I- Tem sido uma constante os detentores dos serviços públicos não estarem onerados com acatamento de licenciamentos municipais para a prática dos trabalhos de construção civil que tenham de proceder na implantação das estruturas necessárias ao espargimento do serviço que prosseguem.
II- Os construtores civis não podem deixar de saber que nos serviços técnicos dos Telefones de Lisboa e Porto, S. A., encontram a elucidação indispensável para a correcta intervenção que tenham que fazer em zona de implantação subterrânea de cabos telefónicos, ainda que os TLP não tenham dado conhecimento da mesma à respectiva Câmara Municipal.

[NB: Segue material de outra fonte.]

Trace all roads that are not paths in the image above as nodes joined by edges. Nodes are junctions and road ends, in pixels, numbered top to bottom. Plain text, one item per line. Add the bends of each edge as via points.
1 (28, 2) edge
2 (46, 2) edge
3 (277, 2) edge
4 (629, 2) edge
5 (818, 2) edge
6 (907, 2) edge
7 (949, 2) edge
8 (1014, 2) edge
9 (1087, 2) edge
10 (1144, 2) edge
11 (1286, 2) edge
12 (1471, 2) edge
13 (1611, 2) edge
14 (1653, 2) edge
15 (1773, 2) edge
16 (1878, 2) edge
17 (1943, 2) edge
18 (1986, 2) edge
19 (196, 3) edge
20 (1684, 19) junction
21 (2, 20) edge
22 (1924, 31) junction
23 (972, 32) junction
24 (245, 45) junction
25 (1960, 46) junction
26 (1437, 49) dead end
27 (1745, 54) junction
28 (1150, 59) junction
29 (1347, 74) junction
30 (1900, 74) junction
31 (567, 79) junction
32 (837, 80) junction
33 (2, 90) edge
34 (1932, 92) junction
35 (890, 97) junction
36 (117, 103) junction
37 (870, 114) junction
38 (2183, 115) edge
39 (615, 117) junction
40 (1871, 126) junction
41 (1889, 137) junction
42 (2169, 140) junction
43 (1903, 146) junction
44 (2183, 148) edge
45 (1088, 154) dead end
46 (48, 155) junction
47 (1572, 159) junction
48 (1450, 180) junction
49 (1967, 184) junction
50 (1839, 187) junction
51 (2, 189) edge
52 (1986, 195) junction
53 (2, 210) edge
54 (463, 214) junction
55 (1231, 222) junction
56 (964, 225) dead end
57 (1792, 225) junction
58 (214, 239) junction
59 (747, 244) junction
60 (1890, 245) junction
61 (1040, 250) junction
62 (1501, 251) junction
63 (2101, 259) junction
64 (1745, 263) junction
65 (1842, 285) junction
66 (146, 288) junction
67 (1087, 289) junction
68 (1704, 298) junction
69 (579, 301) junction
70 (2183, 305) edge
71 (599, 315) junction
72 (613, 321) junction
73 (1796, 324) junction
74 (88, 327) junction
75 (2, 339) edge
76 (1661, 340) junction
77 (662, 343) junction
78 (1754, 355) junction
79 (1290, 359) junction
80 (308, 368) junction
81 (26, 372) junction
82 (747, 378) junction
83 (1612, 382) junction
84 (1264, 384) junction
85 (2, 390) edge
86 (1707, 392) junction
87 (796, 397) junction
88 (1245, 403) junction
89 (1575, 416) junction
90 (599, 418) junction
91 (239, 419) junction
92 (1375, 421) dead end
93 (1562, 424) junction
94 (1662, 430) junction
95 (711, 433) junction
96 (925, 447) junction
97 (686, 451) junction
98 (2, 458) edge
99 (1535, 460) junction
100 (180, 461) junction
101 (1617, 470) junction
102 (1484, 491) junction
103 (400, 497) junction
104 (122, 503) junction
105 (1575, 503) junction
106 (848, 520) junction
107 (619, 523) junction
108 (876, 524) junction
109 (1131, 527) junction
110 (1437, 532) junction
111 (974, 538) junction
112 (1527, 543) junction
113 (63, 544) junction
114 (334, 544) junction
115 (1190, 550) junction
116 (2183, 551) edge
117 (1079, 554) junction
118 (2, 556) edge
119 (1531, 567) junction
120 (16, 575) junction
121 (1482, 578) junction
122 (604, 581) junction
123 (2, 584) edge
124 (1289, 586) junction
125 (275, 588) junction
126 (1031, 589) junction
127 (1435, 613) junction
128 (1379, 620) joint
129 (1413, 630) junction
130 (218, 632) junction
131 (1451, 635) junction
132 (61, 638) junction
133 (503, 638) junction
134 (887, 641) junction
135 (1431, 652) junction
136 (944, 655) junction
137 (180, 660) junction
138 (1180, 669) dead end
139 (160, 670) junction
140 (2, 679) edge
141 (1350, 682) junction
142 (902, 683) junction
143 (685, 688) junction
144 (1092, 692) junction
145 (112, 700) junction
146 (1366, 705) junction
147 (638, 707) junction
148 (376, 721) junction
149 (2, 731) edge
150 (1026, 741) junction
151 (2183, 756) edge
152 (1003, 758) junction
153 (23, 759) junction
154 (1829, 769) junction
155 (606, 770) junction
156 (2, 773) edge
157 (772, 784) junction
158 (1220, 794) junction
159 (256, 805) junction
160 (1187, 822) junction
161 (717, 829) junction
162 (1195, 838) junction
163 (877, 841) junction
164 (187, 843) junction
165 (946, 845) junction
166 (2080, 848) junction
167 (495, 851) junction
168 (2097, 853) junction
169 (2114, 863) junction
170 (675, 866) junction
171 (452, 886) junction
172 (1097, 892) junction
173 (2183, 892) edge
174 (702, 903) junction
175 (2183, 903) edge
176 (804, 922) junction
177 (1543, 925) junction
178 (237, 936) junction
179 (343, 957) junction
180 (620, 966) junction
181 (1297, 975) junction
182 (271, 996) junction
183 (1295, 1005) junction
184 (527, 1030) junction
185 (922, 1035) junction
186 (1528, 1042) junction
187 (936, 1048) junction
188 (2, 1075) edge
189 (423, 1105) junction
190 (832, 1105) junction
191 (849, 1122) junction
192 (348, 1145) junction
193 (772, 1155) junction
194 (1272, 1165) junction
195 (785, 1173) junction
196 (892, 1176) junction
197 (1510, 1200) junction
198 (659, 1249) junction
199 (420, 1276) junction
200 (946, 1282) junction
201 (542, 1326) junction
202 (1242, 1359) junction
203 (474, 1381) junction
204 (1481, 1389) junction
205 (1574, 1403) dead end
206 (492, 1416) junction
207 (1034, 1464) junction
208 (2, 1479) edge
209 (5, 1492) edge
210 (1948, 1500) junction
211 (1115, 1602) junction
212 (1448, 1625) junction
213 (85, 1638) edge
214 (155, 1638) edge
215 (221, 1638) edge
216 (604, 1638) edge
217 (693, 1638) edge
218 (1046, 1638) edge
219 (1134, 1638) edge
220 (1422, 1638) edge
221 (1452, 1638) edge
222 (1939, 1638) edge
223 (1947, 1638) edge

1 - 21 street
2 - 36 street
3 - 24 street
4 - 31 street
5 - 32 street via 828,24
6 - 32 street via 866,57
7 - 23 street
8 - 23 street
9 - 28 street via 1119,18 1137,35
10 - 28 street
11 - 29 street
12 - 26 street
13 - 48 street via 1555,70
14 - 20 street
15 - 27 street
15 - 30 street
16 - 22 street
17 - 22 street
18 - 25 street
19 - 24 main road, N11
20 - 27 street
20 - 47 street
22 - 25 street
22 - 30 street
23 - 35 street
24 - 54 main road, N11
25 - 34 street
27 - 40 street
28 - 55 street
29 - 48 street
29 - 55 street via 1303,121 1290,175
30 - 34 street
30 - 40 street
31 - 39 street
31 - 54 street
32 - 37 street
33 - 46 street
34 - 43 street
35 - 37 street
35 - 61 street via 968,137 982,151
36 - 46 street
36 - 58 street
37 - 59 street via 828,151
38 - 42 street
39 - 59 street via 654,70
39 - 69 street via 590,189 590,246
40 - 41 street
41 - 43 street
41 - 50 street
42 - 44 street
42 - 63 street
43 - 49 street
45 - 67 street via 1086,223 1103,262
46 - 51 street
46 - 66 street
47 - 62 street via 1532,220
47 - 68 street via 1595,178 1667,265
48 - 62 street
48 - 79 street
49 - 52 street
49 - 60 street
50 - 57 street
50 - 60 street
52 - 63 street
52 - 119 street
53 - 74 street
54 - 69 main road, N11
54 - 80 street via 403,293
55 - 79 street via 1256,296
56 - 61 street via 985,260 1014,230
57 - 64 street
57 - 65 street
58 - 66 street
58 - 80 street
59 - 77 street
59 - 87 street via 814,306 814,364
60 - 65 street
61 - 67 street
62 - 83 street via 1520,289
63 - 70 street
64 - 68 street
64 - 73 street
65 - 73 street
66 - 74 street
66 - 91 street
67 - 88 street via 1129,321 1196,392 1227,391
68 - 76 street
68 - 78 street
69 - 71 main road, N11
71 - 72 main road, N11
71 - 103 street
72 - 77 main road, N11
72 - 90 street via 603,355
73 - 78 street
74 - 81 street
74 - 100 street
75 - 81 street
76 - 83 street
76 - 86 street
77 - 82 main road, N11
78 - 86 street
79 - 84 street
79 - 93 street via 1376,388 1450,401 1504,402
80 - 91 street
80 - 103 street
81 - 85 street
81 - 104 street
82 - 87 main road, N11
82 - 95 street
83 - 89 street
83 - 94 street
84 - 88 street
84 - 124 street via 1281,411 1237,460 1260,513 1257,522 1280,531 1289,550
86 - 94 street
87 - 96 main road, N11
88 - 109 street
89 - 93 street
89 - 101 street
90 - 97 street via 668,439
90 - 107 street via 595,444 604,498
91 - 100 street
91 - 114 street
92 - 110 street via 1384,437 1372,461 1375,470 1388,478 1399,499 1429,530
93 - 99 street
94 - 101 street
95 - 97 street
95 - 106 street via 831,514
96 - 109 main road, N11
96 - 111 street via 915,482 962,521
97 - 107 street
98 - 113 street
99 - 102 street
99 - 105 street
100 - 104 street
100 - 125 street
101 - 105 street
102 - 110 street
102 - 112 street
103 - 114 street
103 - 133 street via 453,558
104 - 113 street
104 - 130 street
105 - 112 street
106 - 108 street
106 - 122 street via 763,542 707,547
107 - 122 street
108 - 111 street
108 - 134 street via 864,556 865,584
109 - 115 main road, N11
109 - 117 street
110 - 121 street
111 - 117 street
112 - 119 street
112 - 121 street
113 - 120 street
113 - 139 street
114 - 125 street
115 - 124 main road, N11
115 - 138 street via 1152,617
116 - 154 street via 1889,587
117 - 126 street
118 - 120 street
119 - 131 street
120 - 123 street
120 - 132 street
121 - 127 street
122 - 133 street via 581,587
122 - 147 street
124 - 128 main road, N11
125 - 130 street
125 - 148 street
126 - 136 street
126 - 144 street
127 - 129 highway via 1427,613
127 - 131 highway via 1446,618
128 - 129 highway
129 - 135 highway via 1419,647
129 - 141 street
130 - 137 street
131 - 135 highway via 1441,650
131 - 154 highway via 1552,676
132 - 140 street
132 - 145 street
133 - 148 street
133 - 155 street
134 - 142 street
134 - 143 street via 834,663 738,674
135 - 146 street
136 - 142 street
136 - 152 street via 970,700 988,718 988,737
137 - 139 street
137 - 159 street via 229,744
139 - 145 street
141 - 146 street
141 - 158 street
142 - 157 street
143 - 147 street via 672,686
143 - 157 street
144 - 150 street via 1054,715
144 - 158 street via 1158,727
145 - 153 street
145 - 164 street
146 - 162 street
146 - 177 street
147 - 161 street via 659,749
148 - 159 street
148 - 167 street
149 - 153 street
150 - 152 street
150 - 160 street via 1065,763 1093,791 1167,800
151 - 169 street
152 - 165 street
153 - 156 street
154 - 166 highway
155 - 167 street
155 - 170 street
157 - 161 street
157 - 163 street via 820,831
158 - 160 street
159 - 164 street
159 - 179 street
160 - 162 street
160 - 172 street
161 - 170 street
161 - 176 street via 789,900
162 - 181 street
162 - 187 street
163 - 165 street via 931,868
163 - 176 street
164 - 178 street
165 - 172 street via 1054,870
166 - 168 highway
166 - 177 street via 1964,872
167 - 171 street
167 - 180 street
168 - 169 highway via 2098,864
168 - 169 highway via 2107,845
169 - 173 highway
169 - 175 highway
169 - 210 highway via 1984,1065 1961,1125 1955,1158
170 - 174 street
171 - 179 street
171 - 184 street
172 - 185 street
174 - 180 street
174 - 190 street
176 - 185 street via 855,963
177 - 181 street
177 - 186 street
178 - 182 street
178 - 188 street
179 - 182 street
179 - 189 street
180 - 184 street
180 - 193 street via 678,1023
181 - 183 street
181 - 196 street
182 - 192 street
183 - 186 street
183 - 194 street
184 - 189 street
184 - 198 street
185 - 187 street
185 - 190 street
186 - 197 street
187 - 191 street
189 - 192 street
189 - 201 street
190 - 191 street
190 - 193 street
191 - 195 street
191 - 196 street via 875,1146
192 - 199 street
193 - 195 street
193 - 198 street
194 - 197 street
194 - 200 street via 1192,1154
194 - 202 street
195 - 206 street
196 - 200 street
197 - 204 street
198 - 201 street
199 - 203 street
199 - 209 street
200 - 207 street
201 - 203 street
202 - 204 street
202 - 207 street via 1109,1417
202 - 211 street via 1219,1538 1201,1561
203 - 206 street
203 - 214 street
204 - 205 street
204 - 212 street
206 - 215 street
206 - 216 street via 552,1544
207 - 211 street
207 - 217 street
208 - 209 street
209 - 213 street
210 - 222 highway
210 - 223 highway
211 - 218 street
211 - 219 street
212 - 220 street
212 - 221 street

III- Actua com culpa, na modalidade de negligência, o construtor civil que, verificando não haver na Câmara Municipal informação actualizada sobre a concreta implantação da rede telefónica na área de intervenção, inicia os trabalhos sem procurar melhor informação nos serviços técnicos dos TLP, do que resultou ter seccionado cabos telefónicos.
IV- A actividade de construção civil é potencialmente perigosa, pelo que impende sobre o construtor civil o ónus de provar que teve todos os cuidados na execução dos respectivos trabalhos, e não sobre o ofendido o ónus de provar a culpa daquele.